I challenge you to read the INSPIRED book by Marty Cagan and not be inspired to change the way you make change happen.

The principles, team structures and ways of working claim to overcome many of the pain points that many tech teams have to overcome.

I believe the approach goes further than tech though and goes to the heart of any business that wants to create experiences people love.

My takeaway and I warn you; I tend to oversimplify the world and merge new thinking with other models swirling around in my head, was:-

  • Businesses are made up of products, services and internal services that need constant insight to continue to stay relevant and improve, to attract a market and improve performance
  • That the stop-start spreadsheet-intensive financial planning cycles and business case drawdowns, though necessary, culturally drive a perception of being able to predict the future with confidence, down to the penny and can focus and detract a team from focusing on listening and responding to insightful research.
  • That insightful research and understanding the impact on processes that is the heart of a business analysts role often is to removed from the mindset of the delivery teams who remain inwardly focused on making sure they tick the reporting assurance hurdles and functional deliverables rather than gain fundamental understanding of why and what they are delivering.
  • Moving to the model proposed should be relatively easy – assign your tribe into product/service stacks – establish a cadence of micro, medium and macro releases – set the value return expectations and set the team off on listening, understanding and identifying value-driven change with the remit to prioritise the changes that will deliver the most excellent value within the micro, medium and macro release
  • That this structure and approach drives a ruthless focus on value realisation (which is somewhat more than benefits realisation) it making the whole team curious analysts. It ensures teamwork in that T-shaped way rather than the silo domain structure of the past.
  • Financial performance is at the heart of the model but its not a micro, predictive, actual’s vs forecast of spend and allocation of the cost model. It’s a place your bets, provides funding set outcome ranges and assesses business performance at a micro, medium and macro release level – in my mind; I see this as a constraint model of finance – to drive a return within the constraint of the investment in the tribe.

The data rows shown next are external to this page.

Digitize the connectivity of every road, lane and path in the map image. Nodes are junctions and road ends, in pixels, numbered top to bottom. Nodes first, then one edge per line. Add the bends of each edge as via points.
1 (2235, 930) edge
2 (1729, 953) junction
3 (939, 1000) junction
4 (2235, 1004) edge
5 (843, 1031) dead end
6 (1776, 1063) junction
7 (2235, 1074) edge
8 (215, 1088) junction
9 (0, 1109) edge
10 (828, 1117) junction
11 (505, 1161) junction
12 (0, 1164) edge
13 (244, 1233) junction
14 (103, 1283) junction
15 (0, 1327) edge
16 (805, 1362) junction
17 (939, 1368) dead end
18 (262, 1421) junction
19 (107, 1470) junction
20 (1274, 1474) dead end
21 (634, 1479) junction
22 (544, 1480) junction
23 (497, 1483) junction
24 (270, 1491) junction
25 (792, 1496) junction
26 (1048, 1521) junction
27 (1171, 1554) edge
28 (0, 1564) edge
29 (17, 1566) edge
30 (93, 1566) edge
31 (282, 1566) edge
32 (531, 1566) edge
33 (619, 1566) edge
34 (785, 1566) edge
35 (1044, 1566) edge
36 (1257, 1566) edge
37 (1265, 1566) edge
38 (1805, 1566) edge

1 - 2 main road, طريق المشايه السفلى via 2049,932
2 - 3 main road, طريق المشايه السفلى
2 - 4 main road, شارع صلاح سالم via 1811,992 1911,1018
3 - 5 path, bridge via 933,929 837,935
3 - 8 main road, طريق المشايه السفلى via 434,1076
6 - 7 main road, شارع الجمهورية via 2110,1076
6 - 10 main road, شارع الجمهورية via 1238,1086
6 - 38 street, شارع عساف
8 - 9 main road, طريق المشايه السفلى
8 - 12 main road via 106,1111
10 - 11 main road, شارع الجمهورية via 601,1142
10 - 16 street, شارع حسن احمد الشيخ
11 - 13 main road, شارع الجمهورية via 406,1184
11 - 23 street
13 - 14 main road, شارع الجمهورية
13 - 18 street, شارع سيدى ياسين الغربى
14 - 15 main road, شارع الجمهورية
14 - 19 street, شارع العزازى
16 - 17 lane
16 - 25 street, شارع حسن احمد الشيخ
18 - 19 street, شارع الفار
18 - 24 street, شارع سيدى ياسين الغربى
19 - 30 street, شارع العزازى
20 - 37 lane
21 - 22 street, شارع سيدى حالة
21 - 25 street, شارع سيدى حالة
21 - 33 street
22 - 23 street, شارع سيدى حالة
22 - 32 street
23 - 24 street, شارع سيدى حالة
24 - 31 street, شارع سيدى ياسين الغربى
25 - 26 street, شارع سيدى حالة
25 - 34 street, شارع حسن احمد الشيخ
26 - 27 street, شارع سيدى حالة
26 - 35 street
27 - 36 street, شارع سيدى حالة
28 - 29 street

To all us who have turned the last page of the book – taken a deep breath, and turned around and looked at our organisation – it may seem very overwhelming and near on impossible to convince those that need convincing to move to this new model. The usual challenges of change soon hit you :-

  • Changing people’s roles to those of the inspired tribe – role profile compilation, market assessments – restructuring into the tribes – moving more to a network structure than a hierarchical structure
  • Seeing what it will take to break through the long-established monthly financial planning and sign-off processes – they will still be at the core of the new model they have to be, but it’s more of a pivot in ethos and approach to get the same result for the business and may mean letting go of the micro detail and steering the tribe to be more value obsessed – it’s different
  • Establishing the new mindset of the tribe to one that is obsessed with creating products, and services that people will love – being curious analysts who embrace research test and trial through micro releases and drives medium and macro releases of more fundamental value-adding changes – will change the stance and the velocity of the team and there is a chance this can turn up work addiction levels as a “gamification” level of performance outcomes can start to breed across the organisation

The obstacles and challenges that many traditional corporate businesses will need to overcome are immense – start small – reset a programme move it to this product model, test and trial it for a while – what’s the worst that could happen?